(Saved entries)
++++++
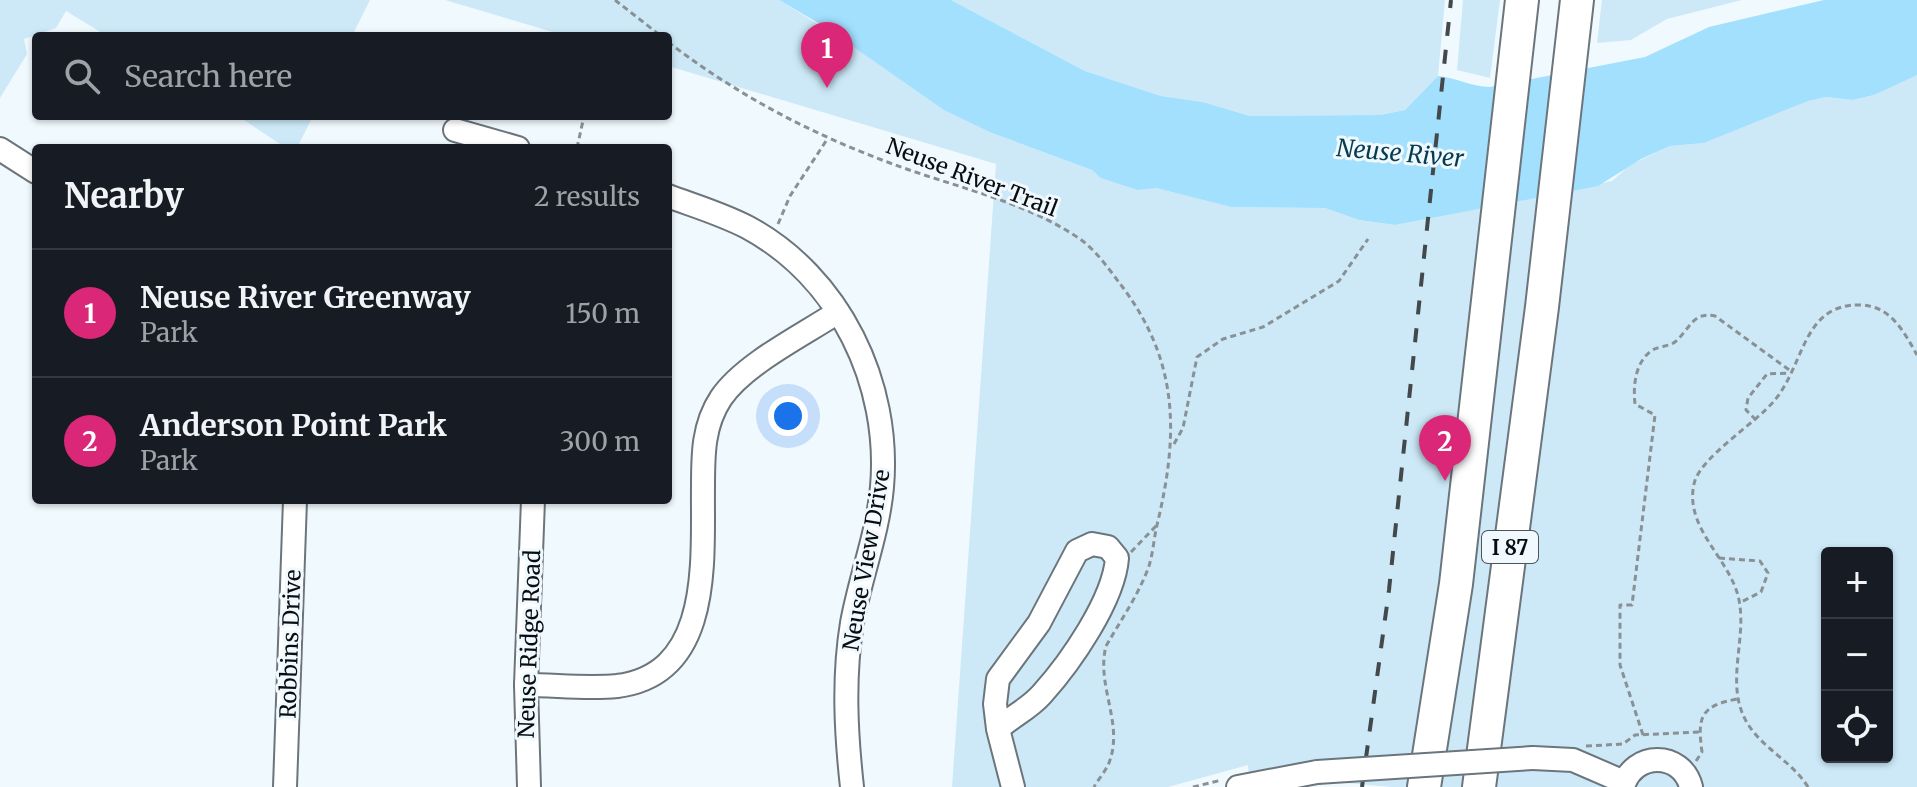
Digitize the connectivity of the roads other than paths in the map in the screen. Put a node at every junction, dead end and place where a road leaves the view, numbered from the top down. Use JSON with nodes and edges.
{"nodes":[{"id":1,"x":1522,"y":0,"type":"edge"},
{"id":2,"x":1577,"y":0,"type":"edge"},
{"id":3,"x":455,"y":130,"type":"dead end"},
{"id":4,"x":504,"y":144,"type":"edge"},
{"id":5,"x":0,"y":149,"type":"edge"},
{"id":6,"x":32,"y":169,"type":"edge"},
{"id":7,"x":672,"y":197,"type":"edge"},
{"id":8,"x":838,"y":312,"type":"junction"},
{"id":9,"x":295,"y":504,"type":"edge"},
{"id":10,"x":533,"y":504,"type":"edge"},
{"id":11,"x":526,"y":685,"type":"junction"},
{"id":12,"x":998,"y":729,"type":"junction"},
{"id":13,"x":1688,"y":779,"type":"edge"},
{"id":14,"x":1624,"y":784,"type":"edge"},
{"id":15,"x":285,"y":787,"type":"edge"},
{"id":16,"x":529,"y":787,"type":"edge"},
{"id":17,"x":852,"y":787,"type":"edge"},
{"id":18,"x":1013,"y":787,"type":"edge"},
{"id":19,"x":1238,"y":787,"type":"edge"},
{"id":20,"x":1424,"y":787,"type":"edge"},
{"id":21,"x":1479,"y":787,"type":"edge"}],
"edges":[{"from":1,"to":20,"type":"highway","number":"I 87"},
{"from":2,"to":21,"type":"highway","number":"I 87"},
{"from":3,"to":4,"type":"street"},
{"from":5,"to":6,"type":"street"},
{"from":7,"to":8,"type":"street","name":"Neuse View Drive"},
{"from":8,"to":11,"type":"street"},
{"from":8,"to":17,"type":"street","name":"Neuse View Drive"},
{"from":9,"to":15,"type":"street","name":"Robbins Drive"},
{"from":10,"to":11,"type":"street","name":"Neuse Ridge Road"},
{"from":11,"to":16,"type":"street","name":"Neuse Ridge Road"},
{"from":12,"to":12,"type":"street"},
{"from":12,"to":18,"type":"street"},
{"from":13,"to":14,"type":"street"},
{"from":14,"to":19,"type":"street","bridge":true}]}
++++++
EXERCISE: Search the records above for "junction" and copy every line that has it.

EXPECTED OUTPUT:
Digitize the connectivity of the roads other than paths in the map in the screen. Put a node at every junction, dead end and place where a road leaves the view, numbered from the top down. Use JSON with nodes and edges.
{"id":8,"x":838,"y":312,"type":"junction"},
{"id":11,"x":526,"y":685,"type":"junction"},
{"id":12,"x":998,"y":729,"type":"junction"},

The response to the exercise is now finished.